In the context of a hostile take-over bid in the ore industry, the security holder sued both the offeror (corporate) and the offeror’s directors or others who signed the offering memorandum (individuals) for misrepresentation. The offeror and its directors took the position that the security holder could sue either the offeror or its directors, but not both.
A lower court held that the security holder had to choose between bringing an action against the offeror or its directors. Based upon an analysis of the rules of statutory interpretation, this decision was overturned on appeal, with the result that the security holder is not restricted to suing only one of the offeror or its directors. Accordingly, Rooney v ArcelorMittal S. A. clarifies who may be targeted in a lawsuit for a misrepresentation in a take-over bid circular.

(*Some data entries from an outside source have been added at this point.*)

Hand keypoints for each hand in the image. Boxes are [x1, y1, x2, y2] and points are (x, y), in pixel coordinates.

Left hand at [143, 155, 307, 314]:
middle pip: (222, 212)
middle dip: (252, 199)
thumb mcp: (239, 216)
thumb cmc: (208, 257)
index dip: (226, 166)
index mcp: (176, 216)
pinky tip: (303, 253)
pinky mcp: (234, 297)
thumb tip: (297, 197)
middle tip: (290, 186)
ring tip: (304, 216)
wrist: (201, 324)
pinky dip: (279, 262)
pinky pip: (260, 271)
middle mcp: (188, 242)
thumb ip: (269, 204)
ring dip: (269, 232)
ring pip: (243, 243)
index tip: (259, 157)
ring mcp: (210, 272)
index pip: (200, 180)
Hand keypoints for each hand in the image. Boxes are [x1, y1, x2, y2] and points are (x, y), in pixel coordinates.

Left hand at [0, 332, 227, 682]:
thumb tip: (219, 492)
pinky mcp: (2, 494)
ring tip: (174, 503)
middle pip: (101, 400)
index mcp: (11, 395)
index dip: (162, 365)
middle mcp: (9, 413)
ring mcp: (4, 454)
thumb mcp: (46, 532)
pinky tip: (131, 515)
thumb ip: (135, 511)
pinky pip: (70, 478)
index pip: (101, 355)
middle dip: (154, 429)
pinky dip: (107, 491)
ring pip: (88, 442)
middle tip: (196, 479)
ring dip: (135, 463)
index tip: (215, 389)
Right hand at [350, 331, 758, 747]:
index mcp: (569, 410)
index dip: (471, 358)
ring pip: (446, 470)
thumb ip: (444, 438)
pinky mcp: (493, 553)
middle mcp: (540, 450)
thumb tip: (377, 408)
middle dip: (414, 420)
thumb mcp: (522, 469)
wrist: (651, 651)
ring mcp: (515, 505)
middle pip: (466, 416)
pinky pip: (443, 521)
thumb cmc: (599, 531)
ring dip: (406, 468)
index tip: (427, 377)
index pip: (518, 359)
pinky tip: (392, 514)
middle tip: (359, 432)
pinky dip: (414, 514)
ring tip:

The Court of Appeal reasoned that if the security holder is permitted to sue only one of the offeror or its directors the security holder is put in a difficult position. If only the offeror is sued, then there is a risk the offeror could go bankrupt before the security holder recovers. If only the directors are sued, then there is a risk they will make themselves judgement proof. The Court of Appeal determined that neither of these scenarios advances the cause of investor protection, which is the purpose of the Securities Act.
The Court of Appeal also clarified that the statutory right of action on misrepresentation in a take-over bid circular is only available to those who have tendered to the offer, and not those who traded securities in the secondary market. This is because remedies for those selling in the secondary market are available elsewhere in the Securities Act.